Environmental Compliance and Enforcement Achievements Through Judicial Decisions in Argentina
By Adriana Norma Martínez (Lawyer, Magistrate in Human Environment, Universidad Nacional de Luján, Argentina, anmart at arnet.com.ar) and Adriana Rosenfeld (Environmental Information Specialist, Environmental Auditor, Universidad Nacional de Luján, Argentina, proiap at ciudad.com.ar)
The paradigm of sustainable development is intimately related to the concept of quality of life, which includes the right to development, to peace, to free determination of peoples and the enjoyment of a healthy and balanced environment. This paradigm requires the establishment of a new system of values and a change of socio-cultural patterns. Law should contribute to this goal through its exemplary power and its behavioral shaping function, driving the enforcement of a sustainable and solidary development profile, and leading to the rational use of resources that satisfies humans’ present needs and improves the quality of life of present and future generations.
To incorporate these rights into a legal system, they must be introduced into the most fundamental structure of the legal system – the constitution. Article 41 of Argentina’s constitution, introduced by the constitutional reform of 1994, entitles all the country’s inhabitants with the right to a healthy and balanced environment fit for the human development, in order that productive activities shall meet present needs without endangering those of future generations, while bearing the responsibility to preserve it.
But along with these new rights, the 1994 reform also includes, in the same paragraph, the novel approach of “human development.” Human development is intimately related to the juridical good quality of life, which is conceived as the process of amplification of the options of human beings, increasing their functions and capacities. Human development is people's development, by people and for people.
The trilogy of environment, sustainable development and human development defines the ideological profile of the Reformed Argentinean Constitution regarding human rights of solidarity.
Several countries have placed similar aspirational statements in their constitutions, but it is widely recognized that, without compliance and enforcement, they are meaningless. Argentina 's model shows how these rights can be effectively implemented through judicial decisions.
In the sentence to the case Ronco, Jorge Fabian, the Civil and Commercial Chamber of Bariloche, 07/09/1998, considered that it is necessary to admit certain ruptures of the ecological balance, in order to incline towards sustainable development. The Chamber determined that since it could not conceive the implementation of the project in question without the alteration of the ecosystem due to its magnitude, and economic and social transcendency, it was certain that such impacts must be minimized. Therefore the Chamber decided that it was necessary to prevent and to repair the environmental impact caused by the project insofar as possible.
In the sentence to the case Subterráneos de Buenos Aires SE v. Propietario de la Estación de Servicio Shell, the National Civil Chamber of Appeals, 01/10/1999, noted that the proposed solution affected more than the two parties involved, and so when giving answer to the petition of the party, the Chamber gave answer to the entire affected community. The Chamber also noted that in environmental cases, when a stop of pollution is requested, total environmental recovery is also requested. Therefore the Chamber decided to consider the recovery of the damaged environment as a necessary component of the improvement of quality of life.

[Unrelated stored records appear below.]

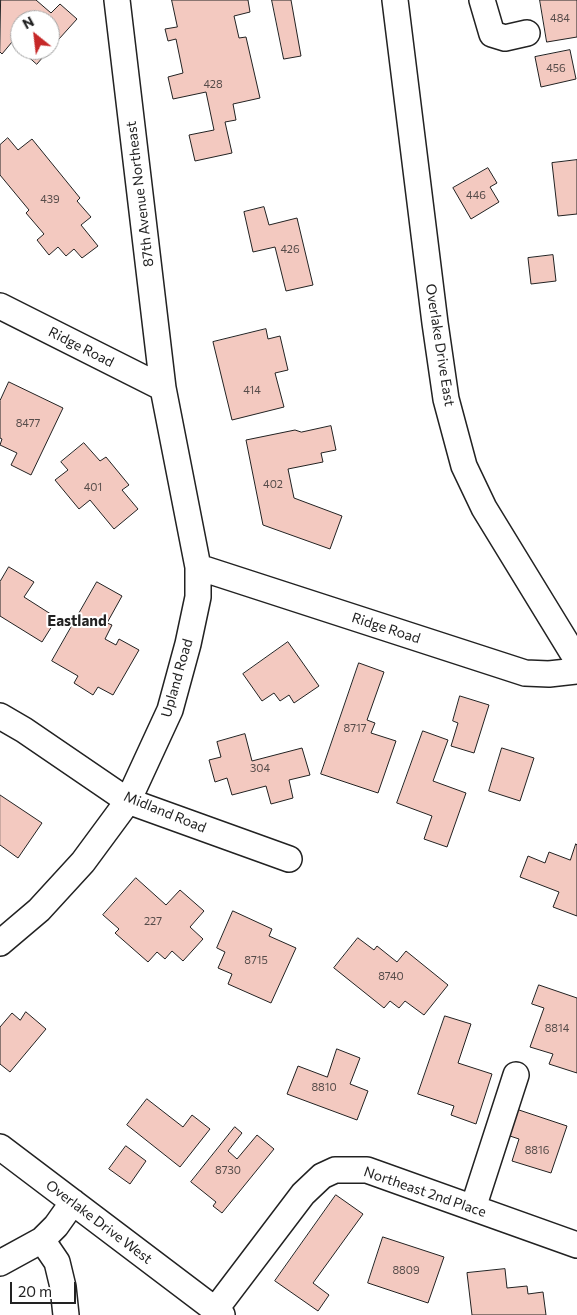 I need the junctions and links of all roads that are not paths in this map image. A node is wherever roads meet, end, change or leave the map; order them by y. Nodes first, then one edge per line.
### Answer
1 (116, 0) edge
2 (395, 0) edge
3 (482, 0) edge
4 (527, 33) dead end
5 (0, 306) edge
6 (163, 388) junction
7 (198, 567) junction
8 (577, 660) edge
9 (577, 671) edge
10 (0, 716) edge
11 (128, 801) junction
12 (288, 859) dead end
13 (0, 943) edge
14 (516, 1075) dead end
15 (0, 1147) edge
16 (73, 1202) junction
17 (473, 1208) junction
18 (42, 1240) junction
19 (577, 1245) edge
20 (0, 1263) edge
21 (219, 1313) edge
22 (66, 1315) edge

1 - 6 street, 87th Avenue Northeast
2 - 8 street, Overlake Drive East
3 - 4 street
5 - 6 street, Ridge Road
6 - 7 street, Upland Road
7 - 9 street, Ridge Road
7 - 11 street, Upland Road
10 - 11 street, Midland Road
11 - 12 street, Midland Road
11 - 13 street, Upland Road
14 - 17 street
15 - 16 street, Overlake Drive West
16 - 18 street
16 - 21 street, Overlake Drive West
17 - 19 street, Northeast 2nd Place
17 - 21 street, Northeast 2nd Place
18 - 20 street
18 - 22 street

In the sentence to the case Sagarduy Alberto Omar v. Copetro, the Civil and Commercial Chamber of Appeal of La Plata, 28/03/2006 , expressed that the company’s activity produced, produces and perhaps will produce, environmental damages due to the intrinsic characteristics of the activity. This situation demanded the judges, in representation of the Justice, to harmonize a quasi irreversible situation for the neighbors with the environmental recovery as a social value with juridical consequences, using compensation or mitigation mechanisms. Therefore the Chamber decided to order the emission of polluting elements to stop, according to the modalities settled by the legal framework – and according to the expert-approved project presented by the defendant. Once the company finished the implementation of this order, it was required to obtain from the Chamber an approval in order to determine its effectiveness.
As these cases demonstrate, the Argentinean model shows how to effectively incorporate the environmental rights into a values system in a way that drives the continued improvement of the population’s quality of life and the attainment of sustainable development.